Many say lawmakers in Jackson need to consider other options when it comes to a tax on soft drinks and sweet tea.
It's being proposed as a way to raise money for the state to counter steep medical costs which stem from Mississippi's struggle with obesity.
"I don't see myself buying bottled water over soda just because it's a few cents more," Tupelo resident Scott Mathews said.
Mathews said it'll certainly raise revenue in Jackson. Whether or not -- as other lawmakers have said -- it will curb the state's calorie addiction is another story, though.
"I don't really see that being a solution for the problem," Mathews added. "I think making a tax on sodas or sweet tea -- I don't see that slowing down what people buy."
Resident Aaron Ledbetter agrees.
"You can compare that to the cigarette tax that they put on cigarettes," Ledbetter said. "You know, people still buy cigarettes regardless of what that tax did to it."
It's not just soft drinks, either. House Bill 1182 would actually prohibit cities and counties in the state from regulating certain items in restaurants and other places. It would leave the ultimate authority to the state Legislature and ultimately the federal government.

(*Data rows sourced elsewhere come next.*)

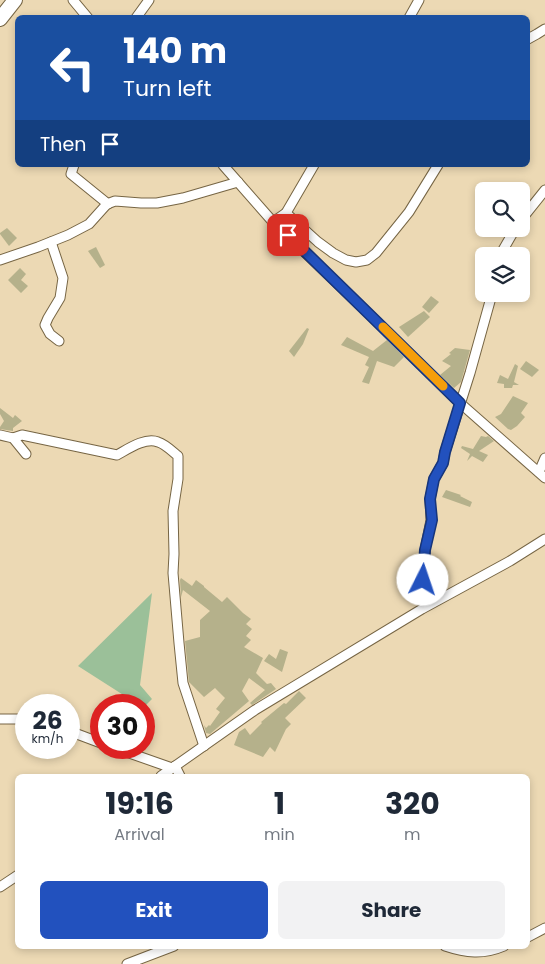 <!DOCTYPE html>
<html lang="en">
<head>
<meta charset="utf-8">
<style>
  :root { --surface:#fff; --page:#f2f2f3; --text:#1f2937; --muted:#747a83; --accent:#2251be }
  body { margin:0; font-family:Poppins,sans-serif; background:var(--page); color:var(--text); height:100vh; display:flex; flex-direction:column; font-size:19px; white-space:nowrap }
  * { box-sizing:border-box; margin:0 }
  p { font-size:16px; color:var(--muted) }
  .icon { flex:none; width:28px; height:28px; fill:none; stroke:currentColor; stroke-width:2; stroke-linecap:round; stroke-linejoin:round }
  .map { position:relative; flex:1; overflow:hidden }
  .side { position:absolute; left:15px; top:774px; width:515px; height:175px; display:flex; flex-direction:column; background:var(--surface); border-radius:8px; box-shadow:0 2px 8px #0003 }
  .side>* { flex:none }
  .banner { position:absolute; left:15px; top:15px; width:515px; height:152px; border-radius:8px; box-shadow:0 2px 8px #0003; background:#1a4fa0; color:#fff; overflow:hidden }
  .fabs { position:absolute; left:475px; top:182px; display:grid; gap:10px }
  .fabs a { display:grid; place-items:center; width:55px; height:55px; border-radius:8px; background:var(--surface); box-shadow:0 2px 8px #0003; font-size:25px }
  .speed { position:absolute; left:15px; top:694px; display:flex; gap:10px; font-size:25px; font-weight:700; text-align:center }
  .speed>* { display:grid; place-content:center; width:65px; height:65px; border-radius:50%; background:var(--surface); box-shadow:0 2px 8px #0003; line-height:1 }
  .speed small { font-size:12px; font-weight:400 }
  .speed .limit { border:8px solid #d22; background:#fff; color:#111 }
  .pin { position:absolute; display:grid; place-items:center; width:42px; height:42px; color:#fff; margin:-21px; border-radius:10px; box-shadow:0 2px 8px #0006 }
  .me { position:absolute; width:55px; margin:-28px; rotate:4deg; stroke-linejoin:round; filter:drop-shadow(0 0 4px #0008) }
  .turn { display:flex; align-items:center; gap:18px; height:105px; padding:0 25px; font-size:22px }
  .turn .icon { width:65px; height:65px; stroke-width:2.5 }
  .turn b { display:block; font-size:35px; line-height:42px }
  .then { display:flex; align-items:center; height:48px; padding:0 25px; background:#0003; gap:10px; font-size:19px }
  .eta { display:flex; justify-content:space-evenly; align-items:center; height:85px; text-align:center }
  .eta b { font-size:30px; font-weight:700; line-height:35px }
  .cta { display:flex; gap:10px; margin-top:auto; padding:10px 25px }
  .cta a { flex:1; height:58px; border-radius:8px; background:var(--accent); color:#fff; font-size:20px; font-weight:700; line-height:58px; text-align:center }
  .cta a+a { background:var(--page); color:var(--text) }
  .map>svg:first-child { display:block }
  .green { fill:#9bc099 }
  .building { fill:#b5b18b }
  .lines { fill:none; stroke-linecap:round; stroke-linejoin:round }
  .minor-casing { stroke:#766544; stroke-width:11 }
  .primary-casing { stroke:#766544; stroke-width:16 }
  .minor { stroke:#fff; stroke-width:9 }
  .primary { stroke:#fff; stroke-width:14 }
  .route-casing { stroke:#16357c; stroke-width:12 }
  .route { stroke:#2251be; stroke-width:9 }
  .slow { stroke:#f59e0b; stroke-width:9 }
</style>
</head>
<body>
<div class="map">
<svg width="545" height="964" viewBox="0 0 545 964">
  <rect width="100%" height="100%" fill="#ecd9b4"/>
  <!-- green -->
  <path class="green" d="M152,593L140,685L152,699L144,707V705H139L78,666Z"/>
  <!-- building -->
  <g class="building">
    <path d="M7,228L17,238L9,246L0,234V233Z"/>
    <path d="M96,247L105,265L100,268L88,251Z"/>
    <path d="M20,268L26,274L21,280L28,286L21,293L8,280Z"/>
    <path d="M431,296L439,302L429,313L422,307Z"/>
    <path d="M424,311L430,317L408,337L399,327Z"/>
    <path d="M307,328L309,329L303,344L294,357L289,351Z"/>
    <path d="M347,337L373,351L387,340L404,357L394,367L377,361L369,384L362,382L369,367L365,365L369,357L341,345Z"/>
    <path d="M455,348L470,350L461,382L454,388L440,375L451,366L442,361L451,354L449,353Z"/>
    <path d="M526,361L539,370L532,377L520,369Z"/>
    <path d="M515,364L518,366L514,382L519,385H513L512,388H504V384L497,383L500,375L508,379Z"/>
    <path d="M513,396L528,403L521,413L525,417L517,426L511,430L508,429L495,417L501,414Z"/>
    <path d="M0,408L13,418L15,415L22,421L13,428V431L0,429V427L4,421L0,414Z"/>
    <path d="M481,436L486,437L488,436L494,441L479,451L488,455L483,462L472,456L467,461L470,454L461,448L462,446L473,449Z"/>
    <path d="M446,490L461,495L460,496L472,502L470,507L442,497Z"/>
    <path d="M181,578L192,586L196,580L204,586V587L222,602L227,597L243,613L251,619L246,624L252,629L246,636L251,640L244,647L263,658L256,673L267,684L271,683L276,689L252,705L250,703L265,690L249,678L242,691L249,701L210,734L206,733L204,725L206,728L209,725L210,726L220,712L216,709L225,698L215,688L204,697L189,682L185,641L200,637V620L210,611L183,590L181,597L180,580Z"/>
    <path d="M280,649L288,652L282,672L264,661L269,654L276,659Z"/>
    <path d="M299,691L306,698L285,718L291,724L286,729L275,752L270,747L263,757L234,745L239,732L245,728L250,735L262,723L261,722L284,703L286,704Z"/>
  </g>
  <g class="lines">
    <defs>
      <g id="minor">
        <path d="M73,0L88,18"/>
        <path d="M136,18L149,0"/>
        <path d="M409,18L419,0"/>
        <path d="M528,39L537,34L545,29"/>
        <path d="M74,165L71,174L108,204"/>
        <path d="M223,165L273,222L368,313L460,403L545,478"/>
        <path d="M286,213L318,242L333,253L346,260L356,262L367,260L376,253L409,212L438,165"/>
        <path d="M521,220L545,190"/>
        <path d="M273,222L286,213L314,165"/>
        <path d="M51,242L63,278L60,298L48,318L45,325L50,334L59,341"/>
        <path d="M501,256L503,250L515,229"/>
        <path d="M0,260L38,247L68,235L89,224L107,204L115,201L141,203H157L183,198L238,182"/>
        <path d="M0,435L13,438L26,454"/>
        <path d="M13,438L22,435L117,455C128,449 145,437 158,442C165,444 172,451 178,456V479L173,511L174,554L173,573L179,643L183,683L204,746"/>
        <path d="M539,472L545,458"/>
        <path d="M426,606L423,591V580L425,550L431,520L430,499L434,479L443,463L445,452L470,373L492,294"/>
        <path d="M0,719H26"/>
        <path d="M69,731L101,743"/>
        <path d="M115,748L172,768"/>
        <path d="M175,766L180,776"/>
        <path d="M161,776L255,710L422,609L510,561L545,539"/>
        <path d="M0,887L18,875"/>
        <path d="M528,937L545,928"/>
        <path d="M445,946C466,953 483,955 504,946"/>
        <path d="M127,964L174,946"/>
      </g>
      <path id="primary" d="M0,19L15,0"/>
    </defs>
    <!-- minor casing -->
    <use href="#minor" class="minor-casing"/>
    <!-- primary casing -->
    <use href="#primary" class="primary-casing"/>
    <!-- minor -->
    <use href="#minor" class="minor"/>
    <!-- primary -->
    <use href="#primary" class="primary"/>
  </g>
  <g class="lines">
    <defs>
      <path id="route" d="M288,235L368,313L460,403L445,452L443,463L434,479L430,499L432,520L425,550L423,580"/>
    </defs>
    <!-- route casing -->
    <use href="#route" class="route-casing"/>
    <!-- route -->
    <use href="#route" class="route"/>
    <!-- slow -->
    <path class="slow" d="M383,327L443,386"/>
  </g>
</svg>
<div class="fabs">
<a><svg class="icon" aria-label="search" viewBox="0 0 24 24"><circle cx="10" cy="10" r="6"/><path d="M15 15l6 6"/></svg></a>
<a><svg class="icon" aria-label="layers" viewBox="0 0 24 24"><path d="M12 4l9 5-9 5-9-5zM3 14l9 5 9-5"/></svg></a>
</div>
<div class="speed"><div>26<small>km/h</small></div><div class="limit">30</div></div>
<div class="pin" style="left:288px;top:235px;background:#d93025"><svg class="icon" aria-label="arrive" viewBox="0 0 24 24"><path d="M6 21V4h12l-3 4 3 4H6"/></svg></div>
<svg class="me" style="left:423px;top:580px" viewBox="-20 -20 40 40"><circle r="19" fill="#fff"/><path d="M0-13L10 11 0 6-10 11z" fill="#2251be"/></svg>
<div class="banner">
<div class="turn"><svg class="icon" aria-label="left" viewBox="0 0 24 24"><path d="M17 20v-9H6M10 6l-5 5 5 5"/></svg><div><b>140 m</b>Turn left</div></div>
<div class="then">Then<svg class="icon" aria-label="arrive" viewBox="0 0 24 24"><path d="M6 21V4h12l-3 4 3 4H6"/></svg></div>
</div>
<section class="side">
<div class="eta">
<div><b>19:16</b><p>Arrival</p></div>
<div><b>1</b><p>min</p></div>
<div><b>320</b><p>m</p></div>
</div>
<div class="cta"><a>Exit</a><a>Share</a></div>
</section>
</div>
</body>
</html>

While those bills may not necessarily work in tandem, many say passing those would lead to greater regulation from the state over what Mississippians can eat and drink.
If the expected end result is a healthier Mississippi, Minnesota resident Kelly Dudley says it won't happen.
"They tax soda and other foods that they consider to be snacks in Minnesota and it doesn't make any difference. People are still going to purchase what they want to consume," Dudley said. "As far as obesity goes, it's not going to make any difference."